Eu visitei o espaço com Andrew Blum, autor do livro Tubos – o Mundo Físico da Internet. Este é o primeiro livro que eu li para entender a fisicalidade da rede, começando por esta sala, indo pelos cabos submarinos que atravessam o Atlântico, até os centros de dados massivos espalhados pelo mundo.
Era o dia em que a Comcast anunciou sua fusão com a Time-Warner: duas empresas enormes de banda larga se unirão em uma só nos EUA. Foi uma notícia mal-recebida por ser um potencial golpe à neutralidade de rede, um princípio que defende que provedores de acesso não prejudiquem qualquer tipo de tráfego – como YouTube ou BitTorrent.
Estávamos a poucos metros do IMP, e falamos sobre a chance de ter que viver com essa entidade gigantesca – basicamente um monopólio no mercado de banda larga.

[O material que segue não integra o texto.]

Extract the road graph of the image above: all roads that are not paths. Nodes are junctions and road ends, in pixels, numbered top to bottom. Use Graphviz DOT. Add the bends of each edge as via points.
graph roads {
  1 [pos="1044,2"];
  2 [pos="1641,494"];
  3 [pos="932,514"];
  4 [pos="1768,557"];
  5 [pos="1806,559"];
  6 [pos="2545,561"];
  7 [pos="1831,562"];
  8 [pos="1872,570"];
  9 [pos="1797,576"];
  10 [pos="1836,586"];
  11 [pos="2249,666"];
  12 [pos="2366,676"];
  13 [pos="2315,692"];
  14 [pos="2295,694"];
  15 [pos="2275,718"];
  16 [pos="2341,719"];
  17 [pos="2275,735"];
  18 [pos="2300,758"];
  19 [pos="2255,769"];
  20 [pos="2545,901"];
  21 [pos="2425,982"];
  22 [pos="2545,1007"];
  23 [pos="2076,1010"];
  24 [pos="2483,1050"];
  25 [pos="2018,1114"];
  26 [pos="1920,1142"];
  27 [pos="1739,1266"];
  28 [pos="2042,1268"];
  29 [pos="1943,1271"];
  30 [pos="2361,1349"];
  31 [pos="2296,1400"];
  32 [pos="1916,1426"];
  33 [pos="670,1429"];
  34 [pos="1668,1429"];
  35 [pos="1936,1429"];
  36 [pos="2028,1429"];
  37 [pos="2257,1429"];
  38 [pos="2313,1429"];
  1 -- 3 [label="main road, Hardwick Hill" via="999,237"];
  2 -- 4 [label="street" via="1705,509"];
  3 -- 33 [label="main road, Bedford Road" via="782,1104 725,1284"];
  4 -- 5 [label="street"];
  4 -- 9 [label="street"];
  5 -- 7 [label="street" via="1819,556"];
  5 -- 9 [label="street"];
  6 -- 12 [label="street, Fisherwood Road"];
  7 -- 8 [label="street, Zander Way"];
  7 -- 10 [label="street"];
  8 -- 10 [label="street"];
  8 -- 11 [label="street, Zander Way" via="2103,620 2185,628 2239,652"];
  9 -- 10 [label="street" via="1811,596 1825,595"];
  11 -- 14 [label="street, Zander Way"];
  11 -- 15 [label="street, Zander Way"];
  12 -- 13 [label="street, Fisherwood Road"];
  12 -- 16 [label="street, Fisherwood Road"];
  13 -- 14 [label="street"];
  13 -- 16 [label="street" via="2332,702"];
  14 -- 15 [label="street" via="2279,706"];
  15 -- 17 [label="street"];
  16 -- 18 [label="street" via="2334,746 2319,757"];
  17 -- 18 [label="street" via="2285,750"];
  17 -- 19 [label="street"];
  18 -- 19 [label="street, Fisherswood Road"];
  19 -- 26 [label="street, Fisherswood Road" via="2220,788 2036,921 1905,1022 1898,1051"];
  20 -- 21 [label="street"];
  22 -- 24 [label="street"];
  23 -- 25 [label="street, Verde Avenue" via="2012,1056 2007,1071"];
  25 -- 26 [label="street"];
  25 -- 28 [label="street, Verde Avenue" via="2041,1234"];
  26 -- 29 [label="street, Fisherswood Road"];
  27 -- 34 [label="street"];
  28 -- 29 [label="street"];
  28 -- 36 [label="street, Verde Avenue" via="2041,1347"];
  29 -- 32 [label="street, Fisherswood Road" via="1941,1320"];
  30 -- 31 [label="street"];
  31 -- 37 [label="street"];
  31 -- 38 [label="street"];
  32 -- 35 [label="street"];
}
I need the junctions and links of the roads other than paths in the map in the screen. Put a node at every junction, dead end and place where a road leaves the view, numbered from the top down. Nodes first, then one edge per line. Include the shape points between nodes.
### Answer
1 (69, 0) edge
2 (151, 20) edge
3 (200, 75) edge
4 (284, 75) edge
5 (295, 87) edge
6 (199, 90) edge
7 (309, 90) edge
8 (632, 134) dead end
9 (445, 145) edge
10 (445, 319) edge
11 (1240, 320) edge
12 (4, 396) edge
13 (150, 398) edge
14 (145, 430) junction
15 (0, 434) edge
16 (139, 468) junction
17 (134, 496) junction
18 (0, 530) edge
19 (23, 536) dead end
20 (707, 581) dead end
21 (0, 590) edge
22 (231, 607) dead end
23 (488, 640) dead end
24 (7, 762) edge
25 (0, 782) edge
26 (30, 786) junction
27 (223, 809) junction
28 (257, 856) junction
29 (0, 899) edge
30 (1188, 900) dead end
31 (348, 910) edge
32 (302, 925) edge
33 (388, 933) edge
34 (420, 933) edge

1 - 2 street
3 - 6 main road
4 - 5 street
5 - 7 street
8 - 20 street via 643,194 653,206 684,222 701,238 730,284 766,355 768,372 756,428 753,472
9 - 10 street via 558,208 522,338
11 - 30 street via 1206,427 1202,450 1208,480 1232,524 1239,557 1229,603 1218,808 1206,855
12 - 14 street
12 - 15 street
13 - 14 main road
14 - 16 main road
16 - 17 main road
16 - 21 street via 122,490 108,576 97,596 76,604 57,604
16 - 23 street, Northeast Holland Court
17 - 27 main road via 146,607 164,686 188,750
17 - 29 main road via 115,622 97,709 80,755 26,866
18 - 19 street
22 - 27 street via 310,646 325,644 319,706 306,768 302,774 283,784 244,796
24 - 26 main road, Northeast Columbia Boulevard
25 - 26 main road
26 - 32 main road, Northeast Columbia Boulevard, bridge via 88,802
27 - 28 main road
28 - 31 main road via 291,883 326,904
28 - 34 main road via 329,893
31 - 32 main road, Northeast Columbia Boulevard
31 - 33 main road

Mas Fidler oferece um futuro melhor. “Há uma tendência crescente para falar sobre a internet como ‘a nuvem’, o que é totalmente errado, porque a internet não é algo no céu que faz o que quer”, diz ele. “A internet muda quando as pessoas tomam decisões coletivas para mudá-la!”
Ele acredita que a sala e seus 40 anos de história podem nos ajudar a entender que a internet foi, e ainda é, movida por humanos. “Talvez haja muita gente no debate sobre a neutralidade da rede que se resignou ao inevitável, o que quer que isso seja. Mas essa é a abordagem errada para todos”, diz ele. “Quando você está em uma sala como o antigo nó da ARPANET na UCLA, você se lembra que as pessoas deram forma à internet, e ainda fazem isso, e todos nós podemos fazer parte dessas decisões.”